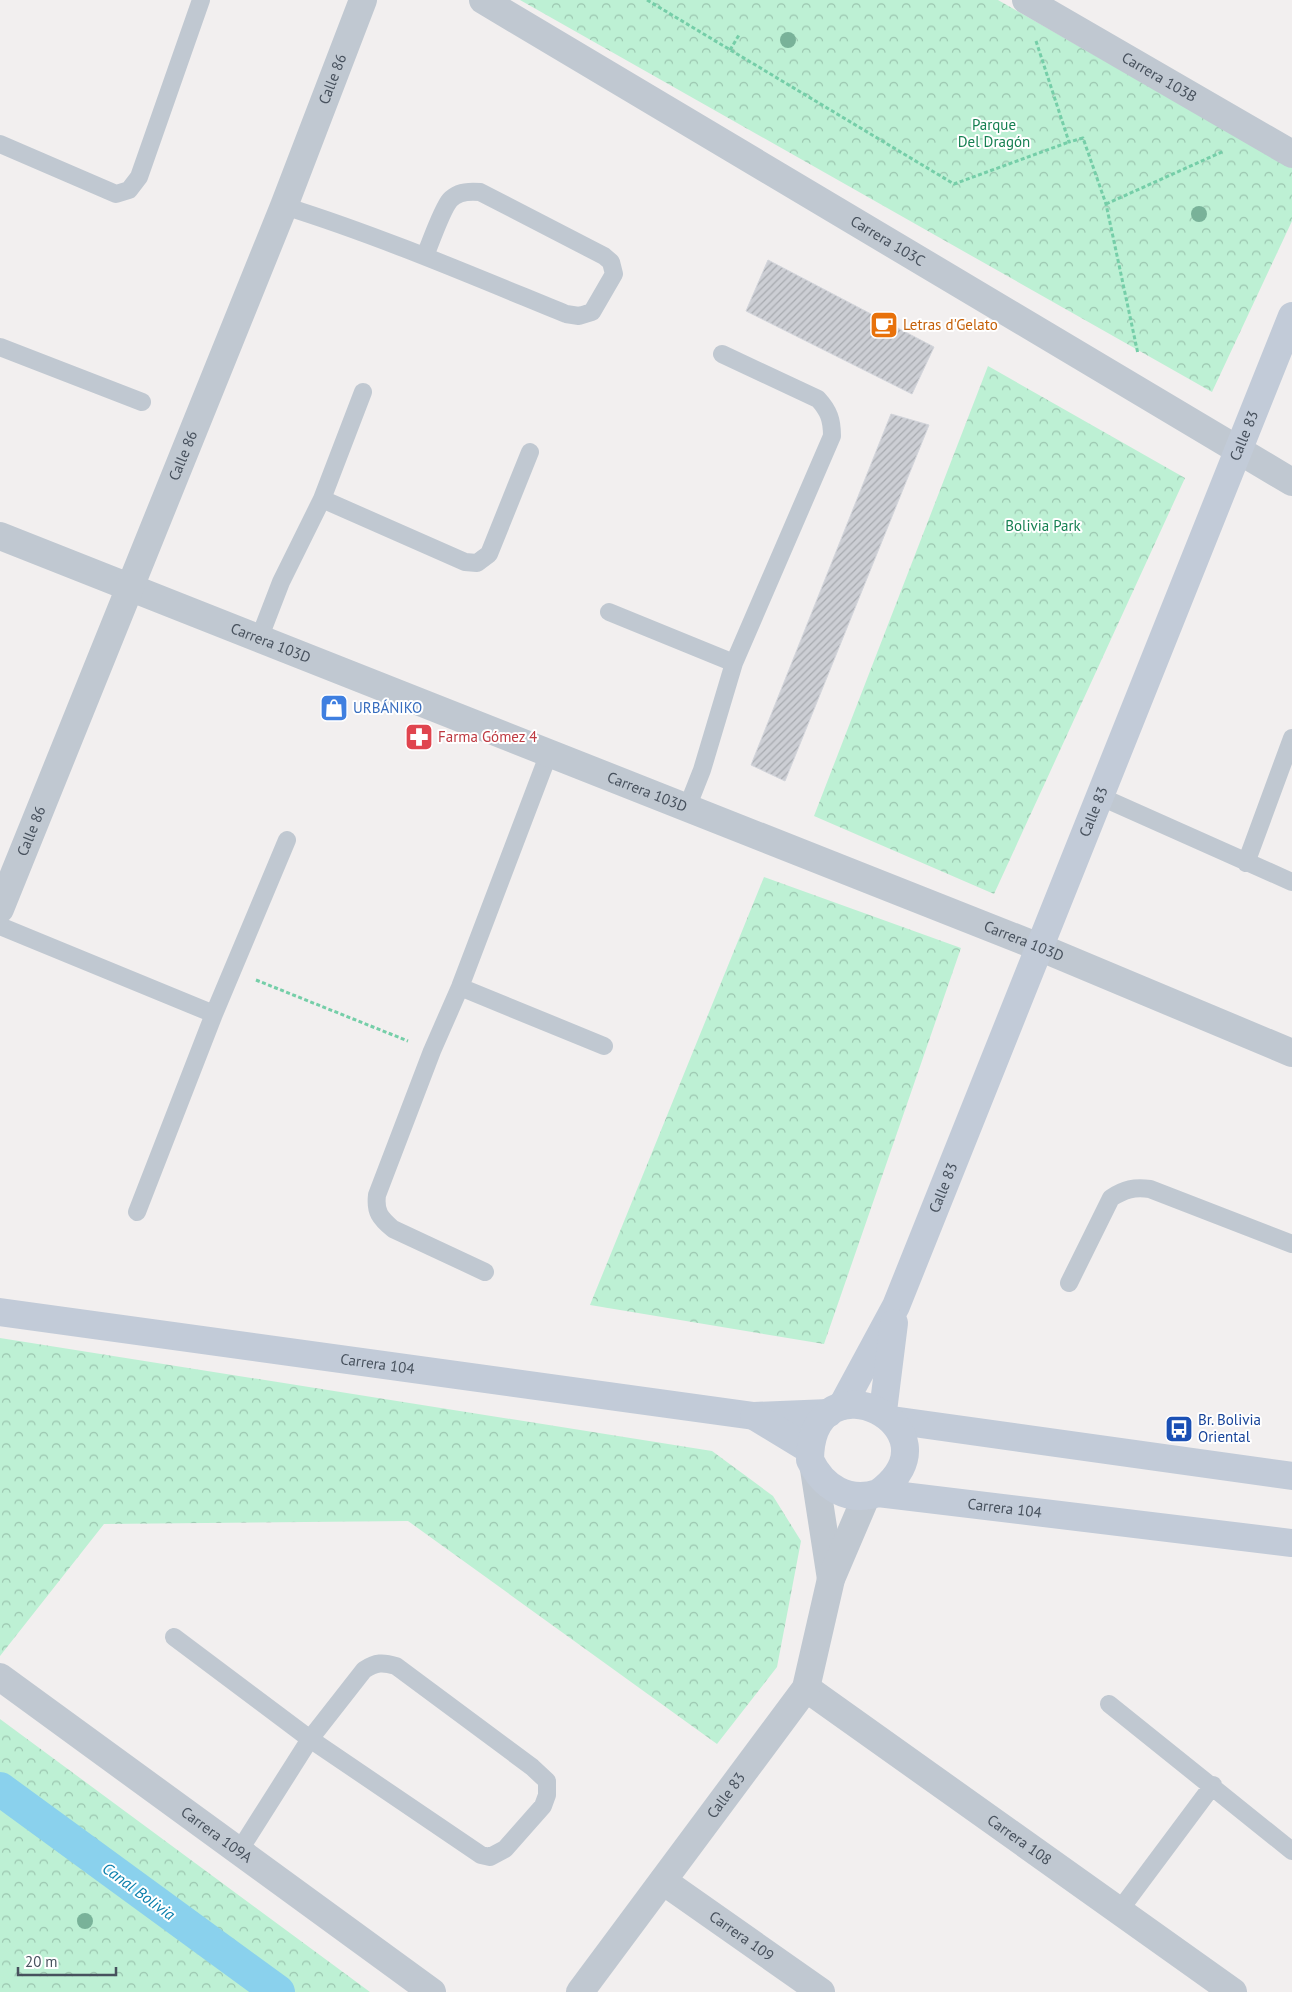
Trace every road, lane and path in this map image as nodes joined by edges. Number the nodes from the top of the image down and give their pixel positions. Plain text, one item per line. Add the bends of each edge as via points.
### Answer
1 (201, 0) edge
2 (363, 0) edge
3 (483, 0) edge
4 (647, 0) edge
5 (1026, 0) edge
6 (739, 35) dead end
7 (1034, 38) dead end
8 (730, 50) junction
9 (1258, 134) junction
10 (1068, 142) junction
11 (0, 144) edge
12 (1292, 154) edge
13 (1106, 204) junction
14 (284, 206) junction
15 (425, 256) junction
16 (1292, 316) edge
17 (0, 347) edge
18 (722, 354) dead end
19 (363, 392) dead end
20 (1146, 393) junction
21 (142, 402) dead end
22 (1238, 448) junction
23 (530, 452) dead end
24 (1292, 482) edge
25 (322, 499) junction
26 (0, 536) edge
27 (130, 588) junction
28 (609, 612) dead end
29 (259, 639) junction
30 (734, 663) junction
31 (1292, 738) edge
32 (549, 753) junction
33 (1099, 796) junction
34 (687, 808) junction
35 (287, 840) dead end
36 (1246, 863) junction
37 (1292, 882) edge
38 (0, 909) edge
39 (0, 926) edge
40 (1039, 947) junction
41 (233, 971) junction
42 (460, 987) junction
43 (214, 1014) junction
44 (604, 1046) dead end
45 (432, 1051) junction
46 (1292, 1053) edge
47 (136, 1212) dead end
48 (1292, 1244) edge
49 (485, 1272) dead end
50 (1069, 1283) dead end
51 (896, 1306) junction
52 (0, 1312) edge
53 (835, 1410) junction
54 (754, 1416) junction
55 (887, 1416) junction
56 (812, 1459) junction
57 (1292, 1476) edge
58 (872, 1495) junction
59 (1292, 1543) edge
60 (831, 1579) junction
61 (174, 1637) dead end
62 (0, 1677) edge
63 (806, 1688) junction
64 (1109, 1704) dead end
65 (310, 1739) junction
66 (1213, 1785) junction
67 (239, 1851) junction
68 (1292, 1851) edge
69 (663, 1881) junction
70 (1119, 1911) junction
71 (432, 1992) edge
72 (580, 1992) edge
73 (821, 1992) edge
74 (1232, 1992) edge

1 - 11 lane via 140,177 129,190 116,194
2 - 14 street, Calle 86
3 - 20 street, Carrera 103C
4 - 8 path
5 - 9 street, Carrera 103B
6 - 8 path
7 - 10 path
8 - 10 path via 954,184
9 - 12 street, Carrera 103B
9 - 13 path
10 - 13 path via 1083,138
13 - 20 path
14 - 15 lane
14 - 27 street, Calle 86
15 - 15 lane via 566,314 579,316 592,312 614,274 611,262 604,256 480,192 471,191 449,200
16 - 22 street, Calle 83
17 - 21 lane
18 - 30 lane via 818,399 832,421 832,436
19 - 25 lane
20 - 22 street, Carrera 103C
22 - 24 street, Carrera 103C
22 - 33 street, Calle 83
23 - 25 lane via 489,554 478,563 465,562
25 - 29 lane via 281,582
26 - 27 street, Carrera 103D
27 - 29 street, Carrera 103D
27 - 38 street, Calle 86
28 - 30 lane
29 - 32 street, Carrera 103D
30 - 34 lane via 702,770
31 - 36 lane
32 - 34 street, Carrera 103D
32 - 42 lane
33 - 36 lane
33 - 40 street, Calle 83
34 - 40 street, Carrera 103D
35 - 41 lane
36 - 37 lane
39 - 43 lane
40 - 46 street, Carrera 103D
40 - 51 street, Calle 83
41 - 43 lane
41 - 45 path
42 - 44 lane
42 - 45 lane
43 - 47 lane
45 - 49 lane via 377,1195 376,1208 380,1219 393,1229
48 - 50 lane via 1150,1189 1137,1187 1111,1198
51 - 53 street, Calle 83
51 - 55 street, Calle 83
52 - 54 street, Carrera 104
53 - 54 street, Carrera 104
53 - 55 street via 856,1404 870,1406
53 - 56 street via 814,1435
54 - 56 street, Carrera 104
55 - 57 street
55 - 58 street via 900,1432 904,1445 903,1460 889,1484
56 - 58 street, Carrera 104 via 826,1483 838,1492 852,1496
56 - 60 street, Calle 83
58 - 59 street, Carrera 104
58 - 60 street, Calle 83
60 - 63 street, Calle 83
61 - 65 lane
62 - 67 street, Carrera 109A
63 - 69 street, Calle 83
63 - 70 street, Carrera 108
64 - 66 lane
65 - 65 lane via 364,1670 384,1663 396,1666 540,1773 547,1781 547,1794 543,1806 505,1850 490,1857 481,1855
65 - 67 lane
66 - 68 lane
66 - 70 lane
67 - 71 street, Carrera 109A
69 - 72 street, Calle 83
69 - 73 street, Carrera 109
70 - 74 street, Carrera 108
● ● ● ●
→ **Aim of the task**: Your reply should hold every line from the data that contains "path", copied in full.

→ **Task response**:
Trace every road, lane and path in this map image as nodes joined by edges. Number the nodes from the top of the image down and give their pixel positions. Plain text, one item per line. Add the bends of each edge as via points.
4 - 8 path
6 - 8 path
7 - 10 path
8 - 10 path via 954,184
9 - 13 path
10 - 13 path via 1083,138
13 - 20 path
41 - 45 path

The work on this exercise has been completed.